Liquid Fluoride Thorium Reactor

A quite different concept is the Liquid Fluoride Thorium Reactor (LFTR), utilizing U-233 which has been bred in a liquid thorium salt blanket.

The core consists of fissile U-233 tetrafluoride in molten fluoride salts of lithium and beryllium at some 700°C and at low pressure within a graphite structure that serves as a moderator and neutron reflector. Fission products dissolve in the salt and are removed progressively – xenon bubbles out, others are captured chemically. Actinides are less-readily formed than in fuel with atomic mass >235, and those that do form stay in the fuel until they are transmuted and eventually fissioned.

The blanket contains a mixture of thorium tetrafluoride in a fluoride salt containing lithium and beryllium, made molten by the heat of the core. Newly-formed U-233 forms soluble uranium tetrafluoride (UF4), which is converted to gaseous uranium hexafluoride (UF6) by bubbling fluorine gas through the blanket solution (which does not chemically affect the less-reactive thorium tetrafluoride). Uranium hexafluoride comes out of solution, is captured, then is reduced back to soluble UF4 by hydrogen gas in a reduction column, and finally is directed to the core to serve as fissile fuel.
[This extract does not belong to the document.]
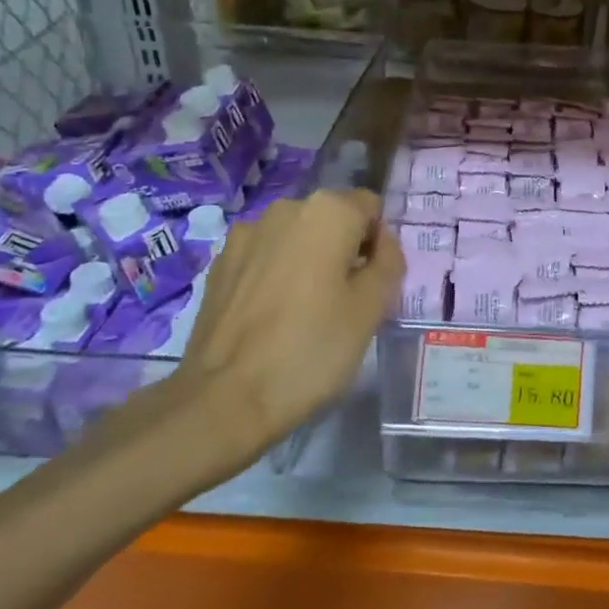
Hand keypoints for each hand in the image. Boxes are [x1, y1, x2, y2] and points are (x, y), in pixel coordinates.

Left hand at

The LFTR is not a fast reactor, but with some moderation by the graphite is epithermal (intermediate neutron speed). Safety is achieved with a freeze plug which if power is cut allows the fuel to drain into subcritical geometry in a catch basin. There is also a negative temperature coefficient of reactivity due to expansion of the fuel. The China Academy of Sciences in January 2011 launched an R&D program on LFTR, known there as the thorium-breeding molten-salt reactor (Th-MSR or TMSR), and claimed to have the world's largest national effort on it, hoping to obtain full intellectual property rights on the technology.


Much development work is still required before the thorium fuel cycle can be commercialised, its potential for breeding fuel without the need for fast neutron reactors, holds considerable potential in the long-term. It is a significant factor in the long-term sustainability of nuclear energy.